Wednesday, September 9, 2009

Most Bookends Are Identical, Aren't They?

Jamie warned us that we'd be seeing more articles like this one, and sure enough, he was right. Here's another one, written by the same person from the same organization on the same blog, fifteen days later. The thesis is the same:

Two dominant demographic cohorts--Gen Y and Baby Boomers--are redefining what it takes for a company to be an "employer of choice." The 78 million Boomers and 70 million Gen Ys crave flexibility, personal growth, connection, and opportunities to "give back." The Bookend Generations are remapping old ideals of success as they pursue a "Rewards Remix" that prizes meaning and choice over money.

What strikes me about this thesis, and about several paragraphs in the new article, is the way the author seems to EQUATE Boomers with Gen Yers. Together, they're 148 million strong, and they all evidently want the same thing.

Our study shows that Boomers, as much as their Gen Y children, yearn for a lifelong odyssey, a fluid journey in search of meaning, stretched by challenges, and stimulated by constant learning.


...overwhelmingly want modular work that is deeply flexible in terms of hours, location and even life stage.

This presents a real puzzle for GenX. I mean, here we are, stuck between two gigantic bookend generations, and now we discover that the bookends are identical, and that they're working in concert to reinvent the workplace so that it provides...get ready for it...flexible opportunities to continually learn, tackle new challenges, and find meaning.

Wait a minute.
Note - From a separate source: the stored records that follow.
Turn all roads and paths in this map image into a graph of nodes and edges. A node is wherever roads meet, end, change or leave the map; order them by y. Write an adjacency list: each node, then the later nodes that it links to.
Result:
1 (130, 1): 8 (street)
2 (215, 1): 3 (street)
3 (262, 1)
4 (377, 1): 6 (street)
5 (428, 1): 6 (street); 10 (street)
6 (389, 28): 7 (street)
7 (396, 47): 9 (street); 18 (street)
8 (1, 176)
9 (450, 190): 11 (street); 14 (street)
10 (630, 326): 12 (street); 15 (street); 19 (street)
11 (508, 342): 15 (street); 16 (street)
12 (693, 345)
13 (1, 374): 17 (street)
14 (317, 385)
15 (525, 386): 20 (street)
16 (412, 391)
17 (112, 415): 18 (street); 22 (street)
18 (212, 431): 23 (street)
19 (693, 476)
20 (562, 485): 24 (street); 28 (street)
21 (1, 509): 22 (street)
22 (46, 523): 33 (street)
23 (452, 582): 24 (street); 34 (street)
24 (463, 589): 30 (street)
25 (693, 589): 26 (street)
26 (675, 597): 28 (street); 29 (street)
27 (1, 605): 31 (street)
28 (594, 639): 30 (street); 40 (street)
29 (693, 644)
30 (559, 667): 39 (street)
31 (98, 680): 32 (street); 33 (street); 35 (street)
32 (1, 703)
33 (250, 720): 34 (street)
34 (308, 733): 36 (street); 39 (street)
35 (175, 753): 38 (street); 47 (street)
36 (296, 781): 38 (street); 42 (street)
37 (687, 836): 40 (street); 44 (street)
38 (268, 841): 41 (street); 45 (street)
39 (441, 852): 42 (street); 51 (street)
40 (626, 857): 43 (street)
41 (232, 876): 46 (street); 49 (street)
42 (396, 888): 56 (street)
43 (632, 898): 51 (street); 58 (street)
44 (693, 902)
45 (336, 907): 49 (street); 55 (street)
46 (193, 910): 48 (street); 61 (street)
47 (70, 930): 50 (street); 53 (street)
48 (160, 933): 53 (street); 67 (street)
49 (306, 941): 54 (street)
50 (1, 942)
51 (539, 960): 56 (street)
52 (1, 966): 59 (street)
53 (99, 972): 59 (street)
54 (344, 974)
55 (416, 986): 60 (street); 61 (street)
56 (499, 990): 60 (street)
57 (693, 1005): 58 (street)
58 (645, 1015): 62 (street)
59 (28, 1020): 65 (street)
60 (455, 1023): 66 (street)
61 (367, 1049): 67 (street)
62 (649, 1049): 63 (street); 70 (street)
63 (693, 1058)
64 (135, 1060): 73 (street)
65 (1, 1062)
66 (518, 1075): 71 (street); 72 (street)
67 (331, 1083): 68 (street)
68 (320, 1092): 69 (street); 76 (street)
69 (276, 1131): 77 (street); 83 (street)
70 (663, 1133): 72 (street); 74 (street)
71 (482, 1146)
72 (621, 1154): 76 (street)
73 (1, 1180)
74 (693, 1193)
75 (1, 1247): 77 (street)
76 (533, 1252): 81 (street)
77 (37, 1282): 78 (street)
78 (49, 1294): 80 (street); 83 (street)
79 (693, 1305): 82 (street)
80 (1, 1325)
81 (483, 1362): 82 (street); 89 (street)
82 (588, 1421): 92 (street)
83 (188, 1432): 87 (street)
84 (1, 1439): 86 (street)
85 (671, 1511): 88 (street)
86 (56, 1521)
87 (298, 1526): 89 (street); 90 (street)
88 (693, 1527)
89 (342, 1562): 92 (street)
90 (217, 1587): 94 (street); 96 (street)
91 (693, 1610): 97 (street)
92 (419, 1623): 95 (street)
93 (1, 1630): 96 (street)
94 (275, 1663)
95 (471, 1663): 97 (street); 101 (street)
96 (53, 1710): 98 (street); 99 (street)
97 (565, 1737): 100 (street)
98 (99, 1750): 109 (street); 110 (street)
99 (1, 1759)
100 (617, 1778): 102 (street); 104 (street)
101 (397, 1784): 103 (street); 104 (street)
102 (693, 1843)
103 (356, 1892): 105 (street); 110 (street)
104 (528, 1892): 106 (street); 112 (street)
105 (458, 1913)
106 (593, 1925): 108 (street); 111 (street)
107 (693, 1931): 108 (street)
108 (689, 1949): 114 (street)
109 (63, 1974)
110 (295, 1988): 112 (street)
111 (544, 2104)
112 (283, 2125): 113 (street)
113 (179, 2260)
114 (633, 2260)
Whose ideas were those again?


ConnectingTheDots said...

Yes, but that writer is still using old school definitions which are increasingly obsolete. Only few experts still lump Generation Jones and Boomers together as if they are one generation, which creates innacurate population counts. Also, relevantly, GenXers are primarily the offspring of Boomers, while GenYers are primarily the offspring of GenJonesers. Your blog, though, generally, contributes some interesting insights...thanks.